▸ Aim of the exercise
Please return each of the entries below exactly as they appear.

Excerpts from a dataset
.....

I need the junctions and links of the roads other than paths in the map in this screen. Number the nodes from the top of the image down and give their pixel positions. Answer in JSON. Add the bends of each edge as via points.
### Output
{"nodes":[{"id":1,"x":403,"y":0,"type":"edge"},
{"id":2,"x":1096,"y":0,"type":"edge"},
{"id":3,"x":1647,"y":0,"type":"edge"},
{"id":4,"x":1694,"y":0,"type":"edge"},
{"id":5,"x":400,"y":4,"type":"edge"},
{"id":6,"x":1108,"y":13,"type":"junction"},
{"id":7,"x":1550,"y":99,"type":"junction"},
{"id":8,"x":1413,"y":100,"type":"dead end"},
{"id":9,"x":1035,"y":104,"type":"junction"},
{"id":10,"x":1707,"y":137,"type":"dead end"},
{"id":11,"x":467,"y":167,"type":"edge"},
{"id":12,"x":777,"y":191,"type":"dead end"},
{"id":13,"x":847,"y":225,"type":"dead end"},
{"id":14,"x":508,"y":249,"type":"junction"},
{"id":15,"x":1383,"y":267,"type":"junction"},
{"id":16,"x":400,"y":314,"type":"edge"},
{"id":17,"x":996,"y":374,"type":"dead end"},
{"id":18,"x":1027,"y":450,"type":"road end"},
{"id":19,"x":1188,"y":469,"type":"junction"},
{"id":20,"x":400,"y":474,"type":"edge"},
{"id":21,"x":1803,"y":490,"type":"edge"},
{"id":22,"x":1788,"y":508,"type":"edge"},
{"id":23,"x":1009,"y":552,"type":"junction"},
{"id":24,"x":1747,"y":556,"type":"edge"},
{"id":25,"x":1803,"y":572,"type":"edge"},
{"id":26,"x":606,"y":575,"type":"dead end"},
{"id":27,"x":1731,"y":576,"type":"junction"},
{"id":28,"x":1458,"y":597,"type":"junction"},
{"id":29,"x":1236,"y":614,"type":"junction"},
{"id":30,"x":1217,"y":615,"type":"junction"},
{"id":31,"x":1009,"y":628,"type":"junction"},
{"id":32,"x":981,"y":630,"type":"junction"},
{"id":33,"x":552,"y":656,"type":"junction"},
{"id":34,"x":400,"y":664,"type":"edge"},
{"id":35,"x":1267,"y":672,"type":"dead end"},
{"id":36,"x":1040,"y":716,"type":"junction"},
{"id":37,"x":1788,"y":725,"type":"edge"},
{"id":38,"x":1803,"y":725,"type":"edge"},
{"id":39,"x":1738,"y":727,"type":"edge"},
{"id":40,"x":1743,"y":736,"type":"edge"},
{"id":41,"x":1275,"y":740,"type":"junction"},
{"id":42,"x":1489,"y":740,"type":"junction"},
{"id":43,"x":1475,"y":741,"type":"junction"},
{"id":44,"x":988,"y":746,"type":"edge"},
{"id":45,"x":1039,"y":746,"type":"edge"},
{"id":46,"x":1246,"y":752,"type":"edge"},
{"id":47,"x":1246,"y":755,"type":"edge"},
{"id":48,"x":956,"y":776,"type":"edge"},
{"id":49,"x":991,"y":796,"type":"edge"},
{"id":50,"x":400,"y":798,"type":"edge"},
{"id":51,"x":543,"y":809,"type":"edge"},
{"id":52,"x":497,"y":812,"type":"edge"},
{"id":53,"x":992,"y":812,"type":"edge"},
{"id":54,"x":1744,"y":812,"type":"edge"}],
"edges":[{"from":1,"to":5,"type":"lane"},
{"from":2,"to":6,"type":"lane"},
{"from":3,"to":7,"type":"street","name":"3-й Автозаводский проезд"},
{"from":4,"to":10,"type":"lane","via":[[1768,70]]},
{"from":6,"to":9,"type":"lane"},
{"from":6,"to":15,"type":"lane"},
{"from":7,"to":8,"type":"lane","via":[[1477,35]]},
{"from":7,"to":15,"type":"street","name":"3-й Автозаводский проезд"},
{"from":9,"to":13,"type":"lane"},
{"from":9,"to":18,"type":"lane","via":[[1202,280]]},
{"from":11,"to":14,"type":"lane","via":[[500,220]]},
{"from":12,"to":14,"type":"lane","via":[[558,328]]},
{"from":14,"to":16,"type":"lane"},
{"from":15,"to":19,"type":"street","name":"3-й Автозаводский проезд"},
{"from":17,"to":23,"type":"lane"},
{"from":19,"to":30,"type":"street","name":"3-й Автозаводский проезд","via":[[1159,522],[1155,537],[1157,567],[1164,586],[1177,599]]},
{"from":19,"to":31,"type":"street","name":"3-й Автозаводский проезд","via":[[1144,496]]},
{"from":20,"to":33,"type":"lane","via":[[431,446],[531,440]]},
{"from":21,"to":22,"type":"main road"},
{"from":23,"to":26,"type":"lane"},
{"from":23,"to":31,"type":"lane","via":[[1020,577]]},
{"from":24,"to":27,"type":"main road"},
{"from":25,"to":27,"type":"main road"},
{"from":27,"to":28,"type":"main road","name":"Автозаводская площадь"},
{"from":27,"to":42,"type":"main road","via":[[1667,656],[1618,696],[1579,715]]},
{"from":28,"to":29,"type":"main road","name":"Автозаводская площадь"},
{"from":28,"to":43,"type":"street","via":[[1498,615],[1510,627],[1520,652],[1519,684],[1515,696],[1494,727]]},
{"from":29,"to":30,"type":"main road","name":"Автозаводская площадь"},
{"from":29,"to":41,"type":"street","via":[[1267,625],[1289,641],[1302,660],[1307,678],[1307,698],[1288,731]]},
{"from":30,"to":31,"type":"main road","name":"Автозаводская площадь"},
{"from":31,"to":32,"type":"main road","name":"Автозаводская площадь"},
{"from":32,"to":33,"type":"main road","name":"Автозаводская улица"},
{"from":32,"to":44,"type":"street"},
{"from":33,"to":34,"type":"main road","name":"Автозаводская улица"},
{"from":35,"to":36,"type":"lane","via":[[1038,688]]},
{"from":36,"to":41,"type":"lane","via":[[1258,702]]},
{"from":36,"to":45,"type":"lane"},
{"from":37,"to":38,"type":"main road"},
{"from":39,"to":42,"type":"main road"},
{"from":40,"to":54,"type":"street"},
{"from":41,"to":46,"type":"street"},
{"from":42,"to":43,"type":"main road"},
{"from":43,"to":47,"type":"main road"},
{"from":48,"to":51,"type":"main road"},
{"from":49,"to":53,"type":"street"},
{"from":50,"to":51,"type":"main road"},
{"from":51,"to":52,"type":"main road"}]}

.....

▸ Task result
I need the junctions and links of the roads other than paths in the map in this screen. Number the nodes from the top of the image down and give their pixel positions. Answer in JSON. Add the bends of each edge as via points.
### Output
{"nodes":[{"id":1,"x":403,"y":0,"type":"edge"},
{"id":2,"x":1096,"y":0,"type":"edge"},
{"id":3,"x":1647,"y":0,"type":"edge"},
{"id":4,"x":1694,"y":0,"type":"edge"},
{"id":5,"x":400,"y":4,"type":"edge"},
{"id":6,"x":1108,"y":13,"type":"junction"},
{"id":7,"x":1550,"y":99,"type":"junction"},
{"id":8,"x":1413,"y":100,"type":"dead end"},
{"id":9,"x":1035,"y":104,"type":"junction"},
{"id":10,"x":1707,"y":137,"type":"dead end"},
{"id":11,"x":467,"y":167,"type":"edge"},
{"id":12,"x":777,"y":191,"type":"dead end"},
{"id":13,"x":847,"y":225,"type":"dead end"},
{"id":14,"x":508,"y":249,"type":"junction"},
{"id":15,"x":1383,"y":267,"type":"junction"},
{"id":16,"x":400,"y":314,"type":"edge"},
{"id":17,"x":996,"y":374,"type":"dead end"},
{"id":18,"x":1027,"y":450,"type":"road end"},
{"id":19,"x":1188,"y":469,"type":"junction"},
{"id":20,"x":400,"y":474,"type":"edge"},
{"id":21,"x":1803,"y":490,"type":"edge"},
{"id":22,"x":1788,"y":508,"type":"edge"},
{"id":23,"x":1009,"y":552,"type":"junction"},
{"id":24,"x":1747,"y":556,"type":"edge"},
{"id":25,"x":1803,"y":572,"type":"edge"},
{"id":26,"x":606,"y":575,"type":"dead end"},
{"id":27,"x":1731,"y":576,"type":"junction"},
{"id":28,"x":1458,"y":597,"type":"junction"},
{"id":29,"x":1236,"y":614,"type":"junction"},
{"id":30,"x":1217,"y":615,"type":"junction"},
{"id":31,"x":1009,"y":628,"type":"junction"},
{"id":32,"x":981,"y":630,"type":"junction"},
{"id":33,"x":552,"y":656,"type":"junction"},
{"id":34,"x":400,"y":664,"type":"edge"},
{"id":35,"x":1267,"y":672,"type":"dead end"},
{"id":36,"x":1040,"y":716,"type":"junction"},
{"id":37,"x":1788,"y":725,"type":"edge"},
{"id":38,"x":1803,"y":725,"type":"edge"},
{"id":39,"x":1738,"y":727,"type":"edge"},
{"id":40,"x":1743,"y":736,"type":"edge"},
{"id":41,"x":1275,"y":740,"type":"junction"},
{"id":42,"x":1489,"y":740,"type":"junction"},
{"id":43,"x":1475,"y":741,"type":"junction"},
{"id":44,"x":988,"y":746,"type":"edge"},
{"id":45,"x":1039,"y":746,"type":"edge"},
{"id":46,"x":1246,"y":752,"type":"edge"},
{"id":47,"x":1246,"y":755,"type":"edge"},
{"id":48,"x":956,"y":776,"type":"edge"},
{"id":49,"x":991,"y":796,"type":"edge"},
{"id":50,"x":400,"y":798,"type":"edge"},
{"id":51,"x":543,"y":809,"type":"edge"},
{"id":52,"x":497,"y":812,"type":"edge"},
{"id":53,"x":992,"y":812,"type":"edge"},
{"id":54,"x":1744,"y":812,"type":"edge"}],
"edges":[{"from":1,"to":5,"type":"lane"},
{"from":2,"to":6,"type":"lane"},
{"from":3,"to":7,"type":"street","name":"3-й Автозаводский проезд"},
{"from":4,"to":10,"type":"lane","via":[[1768,70]]},
{"from":6,"to":9,"type":"lane"},
{"from":6,"to":15,"type":"lane"},
{"from":7,"to":8,"type":"lane","via":[[1477,35]]},
{"from":7,"to":15,"type":"street","name":"3-й Автозаводский проезд"},
{"from":9,"to":13,"type":"lane"},
{"from":9,"to":18,"type":"lane","via":[[1202,280]]},
{"from":11,"to":14,"type":"lane","via":[[500,220]]},
{"from":12,"to":14,"type":"lane","via":[[558,328]]},
{"from":14,"to":16,"type":"lane"},
{"from":15,"to":19,"type":"street","name":"3-й Автозаводский проезд"},
{"from":17,"to":23,"type":"lane"},
{"from":19,"to":30,"type":"street","name":"3-й Автозаводский проезд","via":[[1159,522],[1155,537],[1157,567],[1164,586],[1177,599]]},
{"from":19,"to":31,"type":"street","name":"3-й Автозаводский проезд","via":[[1144,496]]},
{"from":20,"to":33,"type":"lane","via":[[431,446],[531,440]]},
{"from":21,"to":22,"type":"main road"},
{"from":23,"to":26,"type":"lane"},
{"from":23,"to":31,"type":"lane","via":[[1020,577]]},
{"from":24,"to":27,"type":"main road"},
{"from":25,"to":27,"type":"main road"},
{"from":27,"to":28,"type":"main road","name":"Автозаводская площадь"},
{"from":27,"to":42,"type":"main road","via":[[1667,656],[1618,696],[1579,715]]},
{"from":28,"to":29,"type":"main road","name":"Автозаводская площадь"},
{"from":28,"to":43,"type":"street","via":[[1498,615],[1510,627],[1520,652],[1519,684],[1515,696],[1494,727]]},
{"from":29,"to":30,"type":"main road","name":"Автозаводская площадь"},
{"from":29,"to":41,"type":"street","via":[[1267,625],[1289,641],[1302,660],[1307,678],[1307,698],[1288,731]]},
{"from":30,"to":31,"type":"main road","name":"Автозаводская площадь"},
{"from":31,"to":32,"type":"main road","name":"Автозаводская площадь"},
{"from":32,"to":33,"type":"main road","name":"Автозаводская улица"},
{"from":32,"to":44,"type":"street"},
{"from":33,"to":34,"type":"main road","name":"Автозаводская улица"},
{"from":35,"to":36,"type":"lane","via":[[1038,688]]},
{"from":36,"to":41,"type":"lane","via":[[1258,702]]},
{"from":36,"to":45,"type":"lane"},
{"from":37,"to":38,"type":"main road"},
{"from":39,"to":42,"type":"main road"},
{"from":40,"to":54,"type":"street"},
{"from":41,"to":46,"type":"street"},
{"from":42,"to":43,"type":"main road"},
{"from":43,"to":47,"type":"main road"},
{"from":48,"to":51,"type":"main road"},
{"from":49,"to":53,"type":"street"},
{"from":50,"to":51,"type":"main road"},
{"from":51,"to":52,"type":"main road"}]}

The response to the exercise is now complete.